▸ **Task brief**
Please transcribe the data that follows without the pictures, keeping every word the same.

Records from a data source
● ● ● ● ●

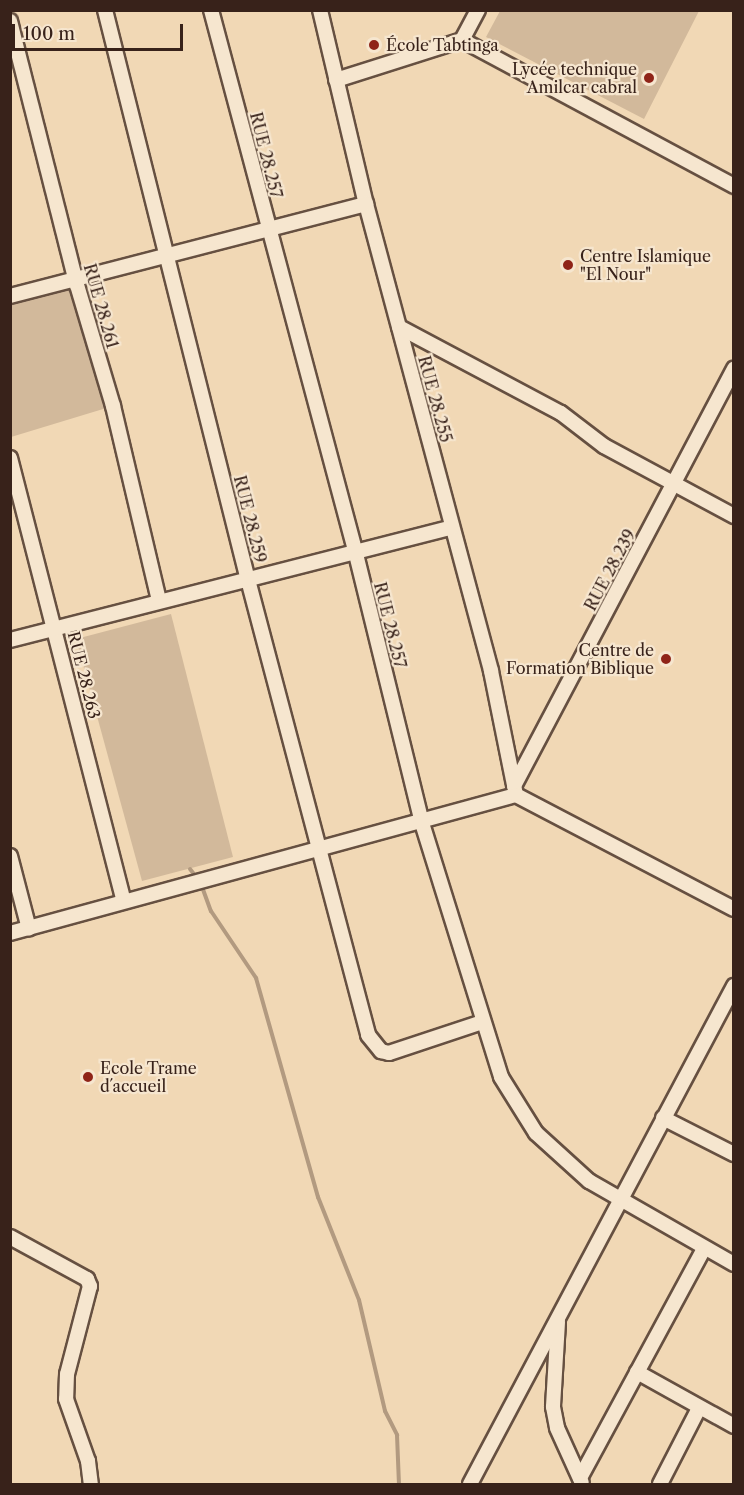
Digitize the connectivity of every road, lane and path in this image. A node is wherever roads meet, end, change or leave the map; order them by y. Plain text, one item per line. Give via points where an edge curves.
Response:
1 (105, 10) edge
2 (212, 10) edge
3 (320, 10) edge
4 (478, 10) edge
5 (10, 21) edge
6 (462, 40) junction
7 (336, 80) junction
8 (734, 186) edge
9 (366, 204) junction
10 (267, 227) junction
11 (167, 253) junction
12 (75, 278) junction
13 (10, 296) edge
14 (399, 327) junction
15 (734, 368) edge
16 (10, 458) edge
17 (674, 484) junction
18 (734, 516) edge
19 (452, 526) junction
20 (355, 550) junction
21 (247, 576) junction
22 (159, 600) junction
23 (56, 628) junction
24 (10, 640) edge
25 (515, 790) junction
26 (422, 823) junction
27 (318, 851) junction
28 (10, 856) edge
29 (124, 901) junction
30 (734, 909) edge
31 (29, 929) junction
32 (10, 933) edge
33 (734, 986) edge
34 (482, 1022) junction
35 (663, 1118) junction
36 (734, 1154) edge
37 (620, 1201) junction
38 (10, 1237) edge
39 (704, 1249) junction
40 (734, 1264) edge
41 (559, 1316) junction
42 (637, 1372) junction
43 (699, 1408) junction
44 (734, 1426) edge
45 (582, 1481) edge
46 (92, 1485) edge
47 (470, 1485) edge
48 (660, 1485) edge

1 - 11 street, RUE 28.259
2 - 10 street, RUE 28.257
3 - 7 street, RUE 28.255
4 - 6 street
5 - 12 street, RUE 28.261
6 - 7 street
6 - 8 street
7 - 9 street, RUE 28.255
9 - 10 street
9 - 14 street, RUE 28.255
10 - 11 street
10 - 20 street, RUE 28.257
11 - 12 street
11 - 21 street, RUE 28.259
12 - 13 street
12 - 22 street, RUE 28.261 via 113,406
14 - 17 street via 561,413 604,446
14 - 19 street, RUE 28.255
15 - 17 street, RUE 28.239
16 - 23 street, RUE 28.263
17 - 18 street
17 - 25 street, RUE 28.239
19 - 20 street
19 - 25 street, RUE 28.255 via 491,671
20 - 21 street
20 - 26 street, RUE 28.257
21 - 22 street
21 - 27 street, RUE 28.259
22 - 23 street
23 - 24 street
23 - 29 street, RUE 28.263
25 - 26 street
25 - 30 street
26 - 27 street
26 - 34 street, RUE 28.257
27 - 29 street
27 - 34 street, RUE 28.259 via 368,1035 381,1051 389,1053
28 - 31 street
29 - 31 street
31 - 32 street
33 - 35 street
34 - 37 street, RUE 28.257 via 510,1096 536,1132 589,1181
35 - 36 street
35 - 37 street
37 - 39 street, RUE 28.257
37 - 41 street
38 - 46 street via 87,1279 90,1286 67,1374 66,1399 88,1461
39 - 40 street, RUE 28.257
39 - 42 street
41 - 45 street via 553,1407 556,1428
41 - 47 street
42 - 43 street
42 - 45 street
43 - 44 street
43 - 48 street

● ● ● ● ●

▸ **Solution to this exercise**
Digitize the connectivity of every road, lane and path in this image. A node is wherever roads meet, end, change or leave the map; order them by y. Plain text, one item per line. Give via points where an edge curves.
Response:
1 (105, 10) edge
2 (212, 10) edge
3 (320, 10) edge
4 (478, 10) edge
5 (10, 21) edge
6 (462, 40) junction
7 (336, 80) junction
8 (734, 186) edge
9 (366, 204) junction
10 (267, 227) junction
11 (167, 253) junction
12 (75, 278) junction
13 (10, 296) edge
14 (399, 327) junction
15 (734, 368) edge
16 (10, 458) edge
17 (674, 484) junction
18 (734, 516) edge
19 (452, 526) junction
20 (355, 550) junction
21 (247, 576) junction
22 (159, 600) junction
23 (56, 628) junction
24 (10, 640) edge
25 (515, 790) junction
26 (422, 823) junction
27 (318, 851) junction
28 (10, 856) edge
29 (124, 901) junction
30 (734, 909) edge
31 (29, 929) junction
32 (10, 933) edge
33 (734, 986) edge
34 (482, 1022) junction
35 (663, 1118) junction
36 (734, 1154) edge
37 (620, 1201) junction
38 (10, 1237) edge
39 (704, 1249) junction
40 (734, 1264) edge
41 (559, 1316) junction
42 (637, 1372) junction
43 (699, 1408) junction
44 (734, 1426) edge
45 (582, 1481) edge
46 (92, 1485) edge
47 (470, 1485) edge
48 (660, 1485) edge

1 - 11 street, RUE 28.259
2 - 10 street, RUE 28.257
3 - 7 street, RUE 28.255
4 - 6 street
5 - 12 street, RUE 28.261
6 - 7 street
6 - 8 street
7 - 9 street, RUE 28.255
9 - 10 street
9 - 14 street, RUE 28.255
10 - 11 street
10 - 20 street, RUE 28.257
11 - 12 street
11 - 21 street, RUE 28.259
12 - 13 street
12 - 22 street, RUE 28.261 via 113,406
14 - 17 street via 561,413 604,446
14 - 19 street, RUE 28.255
15 - 17 street, RUE 28.239
16 - 23 street, RUE 28.263
17 - 18 street
17 - 25 street, RUE 28.239
19 - 20 street
19 - 25 street, RUE 28.255 via 491,671
20 - 21 street
20 - 26 street, RUE 28.257
21 - 22 street
21 - 27 street, RUE 28.259
22 - 23 street
23 - 24 street
23 - 29 street, RUE 28.263
25 - 26 street
25 - 30 street
26 - 27 street
26 - 34 street, RUE 28.257
27 - 29 street
27 - 34 street, RUE 28.259 via 368,1035 381,1051 389,1053
28 - 31 street
29 - 31 street
31 - 32 street
33 - 35 street
34 - 37 street, RUE 28.257 via 510,1096 536,1132 589,1181
35 - 36 street
35 - 37 street
37 - 39 street, RUE 28.257
37 - 41 street
38 - 46 street via 87,1279 90,1286 67,1374 66,1399 88,1461
39 - 40 street, RUE 28.257
39 - 42 street
41 - 45 street via 553,1407 556,1428
41 - 47 street
42 - 43 street
42 - 45 street
43 - 44 street
43 - 48 street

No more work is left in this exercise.